Reasoning VLM( RAG for image understanding)

Intro

the goal is to build an AI system that doesn't just label objects in images (e.g: "there's a cup") but understands and explains meaningful relationships between objects (e.g: "the cup is balancing precariously on the edge of the table, suggesting someone might have placed it there hastily").

Core Capabilities To Develop

Scene Understanding: Identifies not just objects but meaningful situations

Anomaly Detection: Identifies unusual or important relationships

Example

Image: A coffee mug placed precariously on the edge of a desk with papers scattered around

Standard Multimodal LLM Response:

"The image shows a white ceramic coffee mug positioned on the edge of a wooden desk. There are several papers and documents scattered across the desk surface. The mug appears to be full."

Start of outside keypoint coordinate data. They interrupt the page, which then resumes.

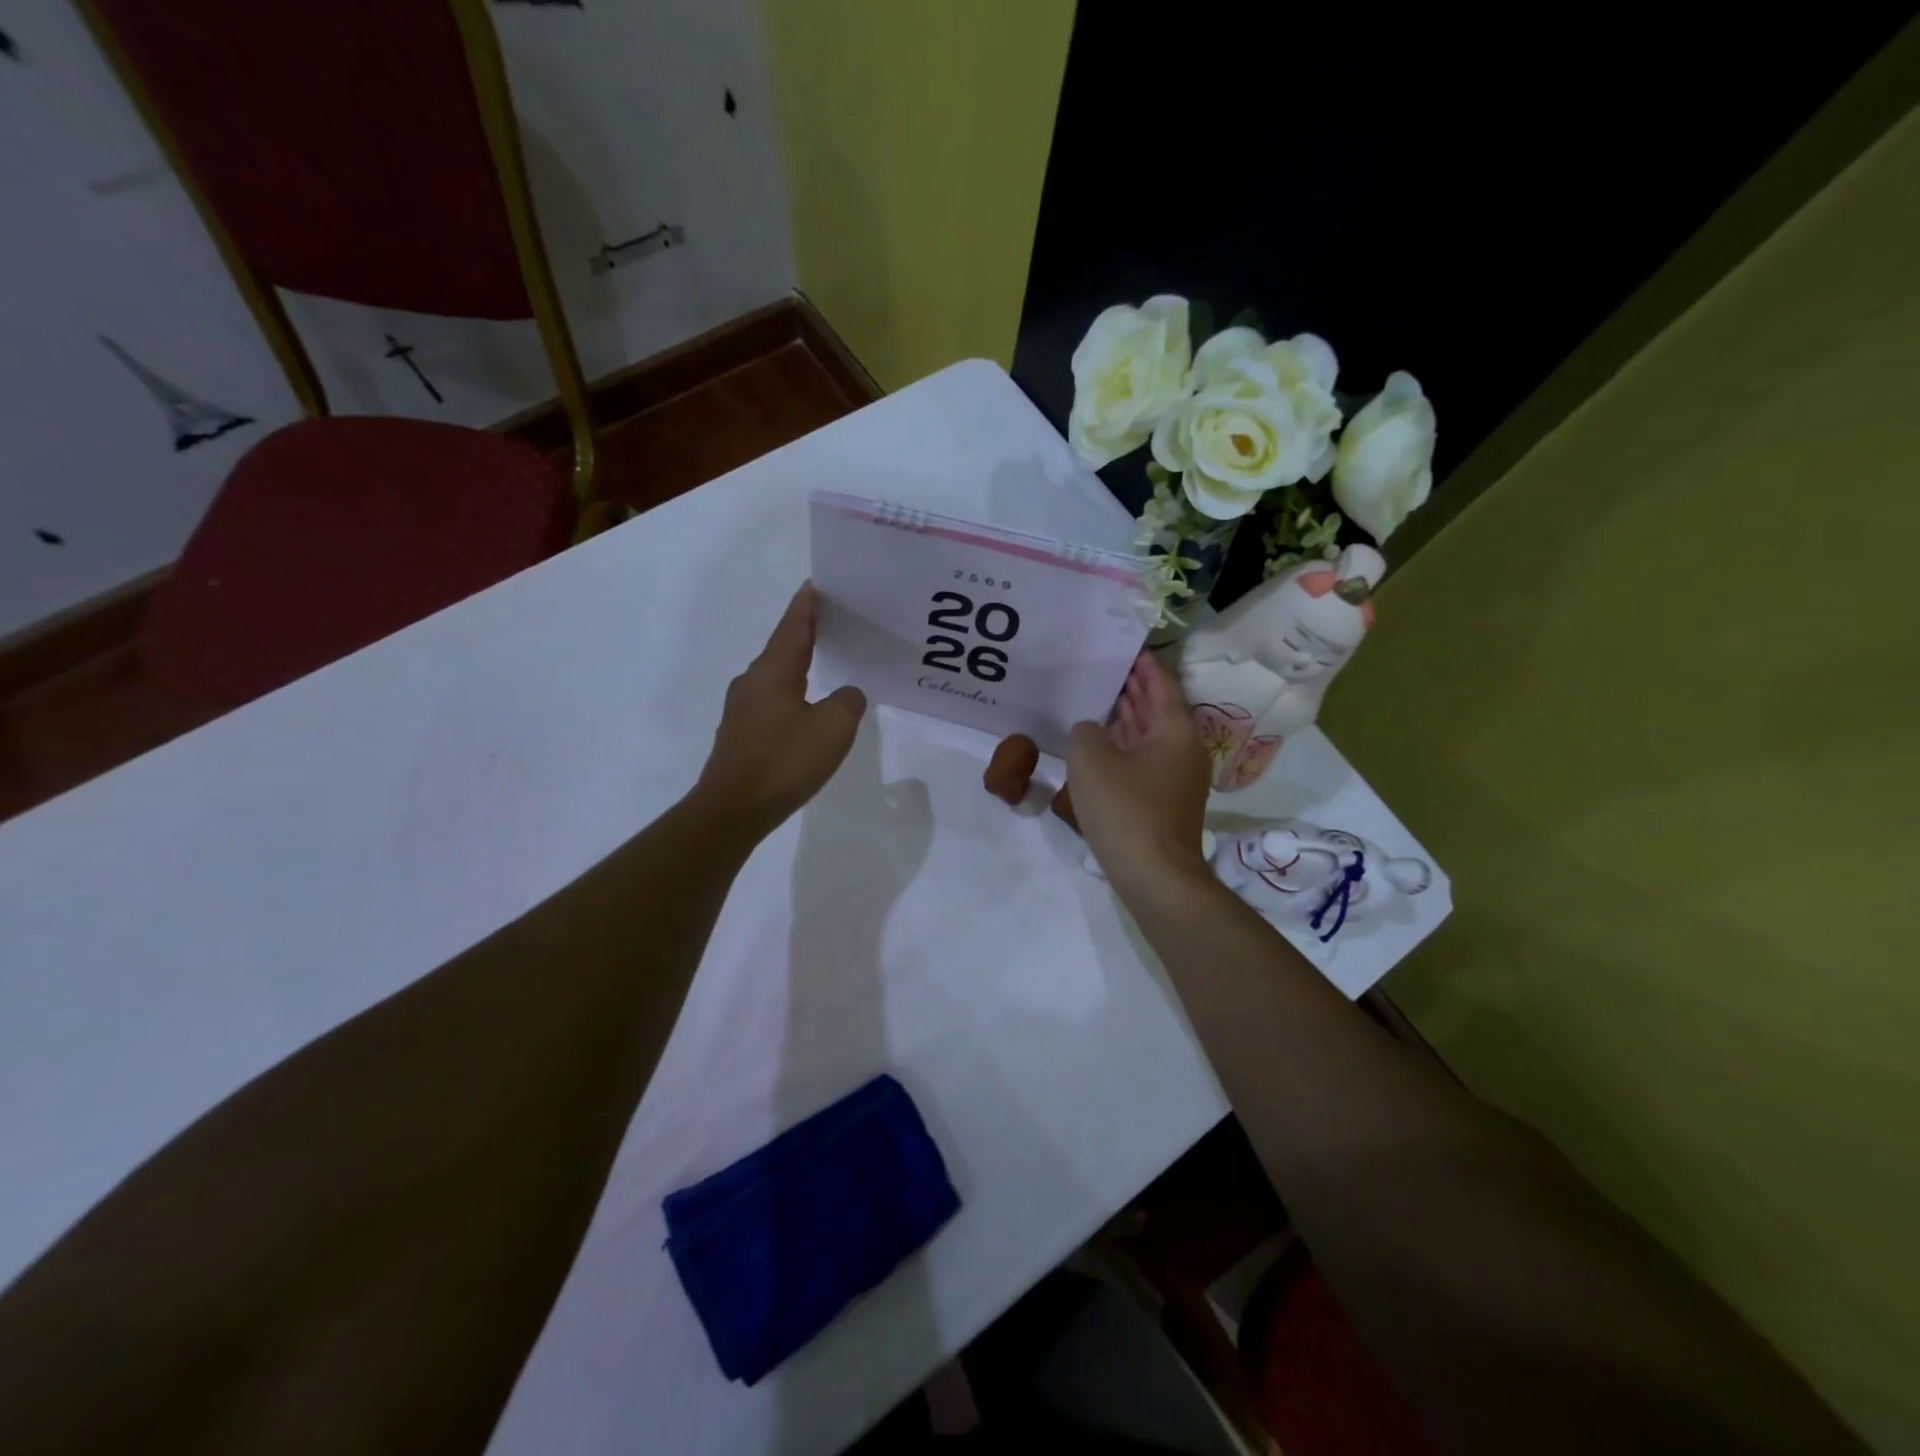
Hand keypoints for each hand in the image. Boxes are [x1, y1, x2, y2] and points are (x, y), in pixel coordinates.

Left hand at [695, 583, 866, 836]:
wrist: (733, 809)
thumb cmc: (784, 760)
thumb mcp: (833, 728)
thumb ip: (848, 702)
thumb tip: (846, 694)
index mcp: (773, 671)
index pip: (794, 626)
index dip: (807, 605)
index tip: (816, 584)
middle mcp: (752, 682)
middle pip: (783, 648)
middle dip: (806, 633)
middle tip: (833, 621)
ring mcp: (742, 709)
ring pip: (776, 677)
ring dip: (798, 666)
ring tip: (824, 663)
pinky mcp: (740, 734)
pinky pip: (771, 702)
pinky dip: (791, 695)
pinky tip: (806, 710)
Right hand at [1066, 651, 1211, 894]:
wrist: (1154, 876)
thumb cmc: (1125, 810)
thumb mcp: (1090, 760)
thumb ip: (1085, 732)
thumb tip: (1091, 732)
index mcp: (1175, 730)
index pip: (1161, 683)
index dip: (1143, 664)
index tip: (1125, 646)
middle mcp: (1182, 748)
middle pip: (1158, 708)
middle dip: (1134, 688)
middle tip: (1106, 668)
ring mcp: (1176, 777)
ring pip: (1151, 735)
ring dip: (1128, 717)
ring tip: (1100, 698)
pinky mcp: (1164, 800)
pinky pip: (1144, 759)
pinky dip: (1126, 744)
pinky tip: (1101, 744)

Enhanced Visual Reasoning System:

"The coffee mug is positioned unusually - it's placed at the edge of the desk rather than in a stable central position (this occurs in only 3% of similar desk scenes in my database). The scattered papers suggest interrupted work, and the mug's precarious position indicates the person likely placed it down hastily. Based on similar scenes, this arrangement suggests the person was likely called away unexpectedly during work and may return shortly. The mug's position creates a risk of spilling, which would damage the papers below - an atypical risk situation compared to normal desk arrangements I've analyzed."

The key differences:

  • Identification of what's unusual based on comparison to similar scenes

  • Statistical context from database of images

  • Temporal reasoning about what happened before and might happen after

  • Risk assessment based on learned patterns of object interactions

  • Inferences about human behavior that caused this arrangement

this system doesn't just see what's there - it understands what's unusual, risky, or indicative of certain human behaviors based on comparative analysis.

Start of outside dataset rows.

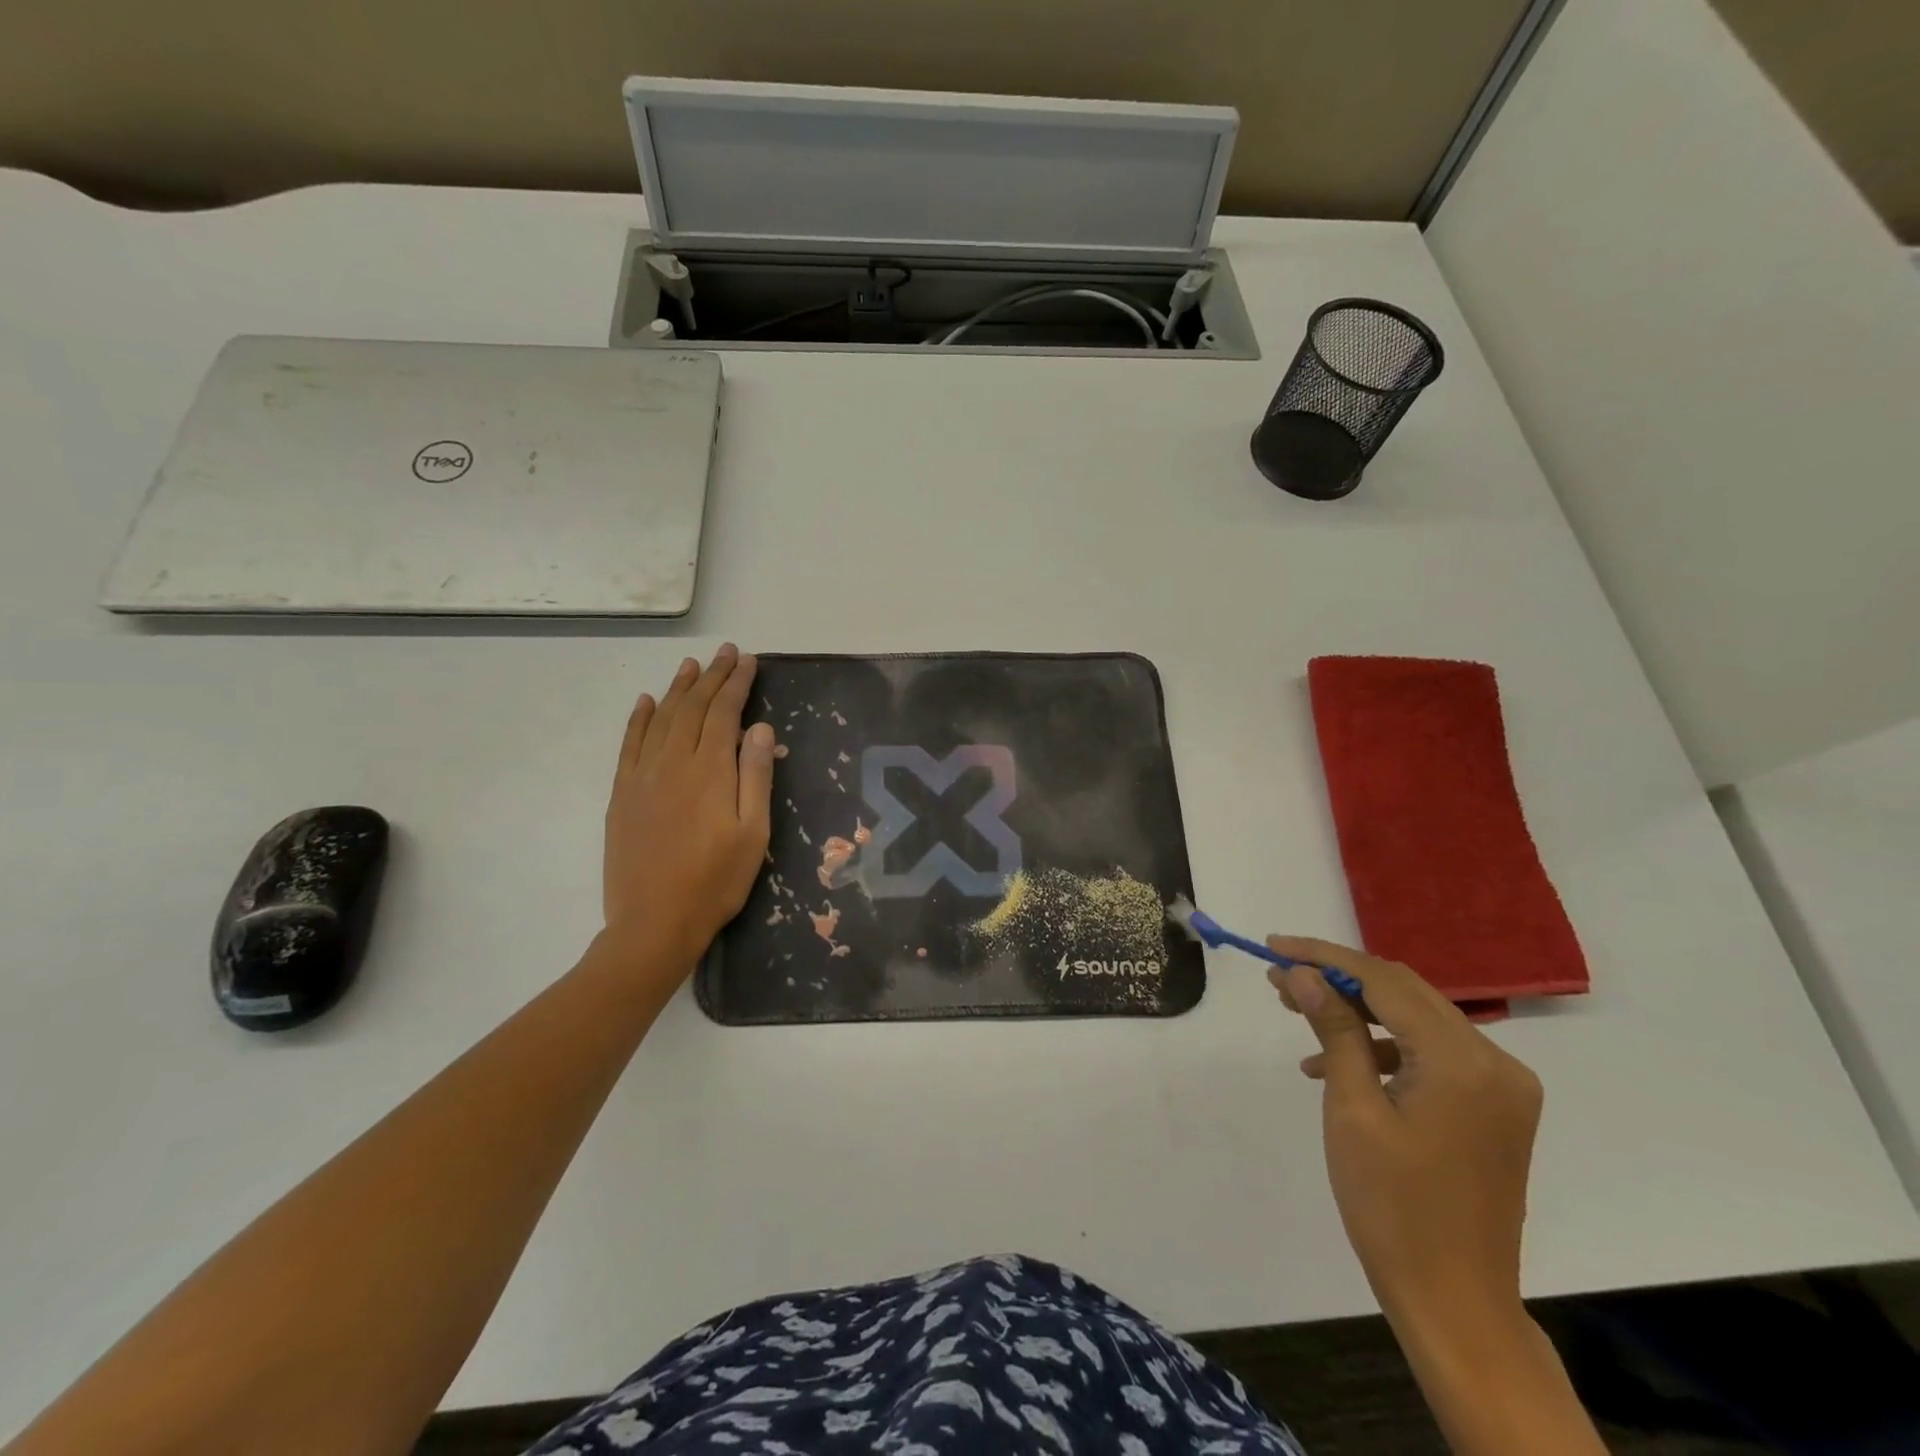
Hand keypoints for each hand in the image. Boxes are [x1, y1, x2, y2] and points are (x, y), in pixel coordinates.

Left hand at [603, 645, 774, 972]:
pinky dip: (638, 719)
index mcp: (709, 771)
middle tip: (726, 652)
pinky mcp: (621, 795)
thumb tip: (760, 729)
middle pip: (693, 708)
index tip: (749, 661)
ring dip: (678, 689)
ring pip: (661, 719)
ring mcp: (641, 777)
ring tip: (692, 666)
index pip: (724, 713)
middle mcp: (672, 763)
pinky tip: (646, 703)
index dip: (737, 684)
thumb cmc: (715, 882)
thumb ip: (756, 776)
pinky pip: (629, 745)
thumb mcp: (753, 833)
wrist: (653, 923)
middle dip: (712, 677)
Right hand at [1269, 937, 1542, 1335]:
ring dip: (1357, 1010)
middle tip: (1279, 978)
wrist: (1455, 1300)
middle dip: (1338, 978)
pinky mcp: (1494, 1106)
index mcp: (1463, 1061)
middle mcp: (1495, 1061)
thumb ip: (1333, 1029)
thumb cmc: (1393, 1206)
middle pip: (1404, 992)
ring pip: (1416, 1018)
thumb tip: (1301, 972)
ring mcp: (1501, 1085)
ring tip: (1297, 1012)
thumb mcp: (1352, 1109)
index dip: (1324, 956)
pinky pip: (1432, 1053)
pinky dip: (1384, 1046)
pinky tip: (1335, 1064)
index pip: (1385, 981)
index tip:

2D t-SNE Visualization of Image Embeddings

output from visualizer.py

Knowledge Graph Visualization

output from knowledge_graph.py

Demo

Video Demo

Setup

Prerequisites

Python 3.8 or higher Node.js 16 or higher Git A Google Cloud account for Gemini API access Basic familiarity with command line operations

Backend Setup

  1. Clone the repository
git clone https://github.com/yourusername/visual-reasoning.git
cd visual-reasoning
  1. Create a virtual environment
python -m venv venv
source venv/bin/activate  # On Windows: venv\Scripts\activate
  1. Install dependencies
pip install -r requirements.txt
  1. Set up environment variables

Create a .env file in the server directory: touch .env add this in your .env file:

GEMINI_API_KEY=your_gemini_api_key

Setup Your Own Dataset

  1. Initialize dataset Add your initial pool of images to the image folder in server/images

  2. Initialize your chroma DB Run the file server/ingestion_pipeline.py to add images from server/images and their respective metadata to your chroma db and move them to server/processed_images

python3 server/ingestion_pipeline.py
  1. Bootstrap initial feedback Run the file server/bootstrap_dataset_with_ai_feedback.py to create a new database for feedbacks recieved on the initial(basic) inference.
python3 server/bootstrap_dataset_with_ai_feedback.py
  1. Add images to your Image folder for testing(Optional) Add more images to server/images to use on the frontend (allows you to select files directly without opening a panel to select)

Frontend Setup

  1. Navigate to the client directory, install dependencies and go back to the root:
cd client
npm install
cd ..

Run the App

open two windows in your terminal, one for the backend and the other for the backend.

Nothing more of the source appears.